Line by line, copy the entries exactly, excluding the pictures.

══ Exercise input ══

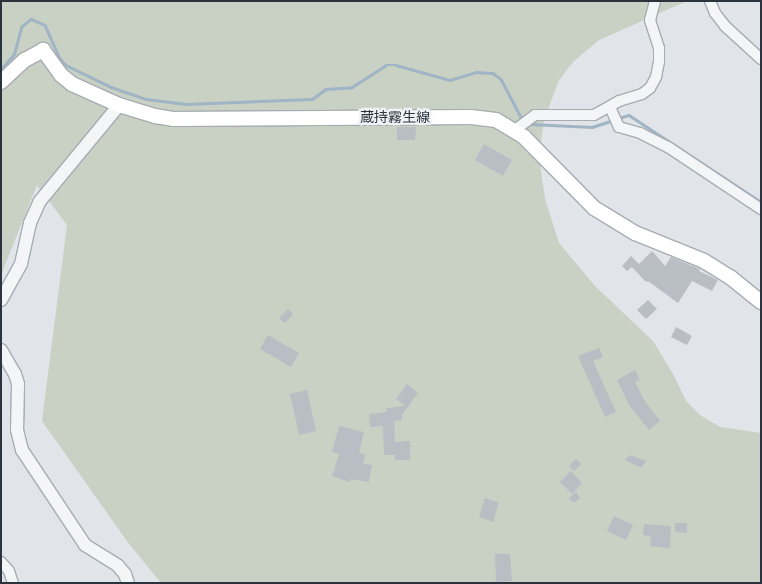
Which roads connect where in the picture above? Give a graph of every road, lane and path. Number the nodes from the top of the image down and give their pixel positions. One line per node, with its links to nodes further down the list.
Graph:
1 (655, 1): 6 (street)
2 (710, 1): 3 (street)
3 (761, 59)
4 (1, 82): 5 (main road, 蔵持霧生線)
5 (119, 105): 7 (main road, 蔵持霧生線); 9 (street)
6 (612, 110): 7 (street); 8 (street)
7 (518, 128): 10 (main road, 蔵持霧生線)
8 (761, 209)
9 (1, 300)
10 (760, 300)
11 (1, 350): 14 (street)
12 (1, 562): 13 (street)
13 (13, 583)
14 (128, 583)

═══

Result below =
Which roads connect where in the picture above? Give a graph of every road, lane and path. Number the nodes from the top of the image down and give their pixel positions. One line per node, with its links to nodes further down the list.
Graph:
1 (655, 1): 6 (street)
2 (710, 1): 3 (street)
3 (761, 59)
4 (1, 82): 5 (main road, 蔵持霧生線)
5 (119, 105): 7 (main road, 蔵持霧生線); 9 (street)
6 (612, 110): 7 (street); 8 (street)
7 (518, 128): 10 (main road, 蔵持霧生線)
8 (761, 209)
9 (1, 300)
10 (760, 300)
11 (1, 350): 14 (street)
12 (1, 562): 13 (street)
13 (13, 583)
14 (128, 583)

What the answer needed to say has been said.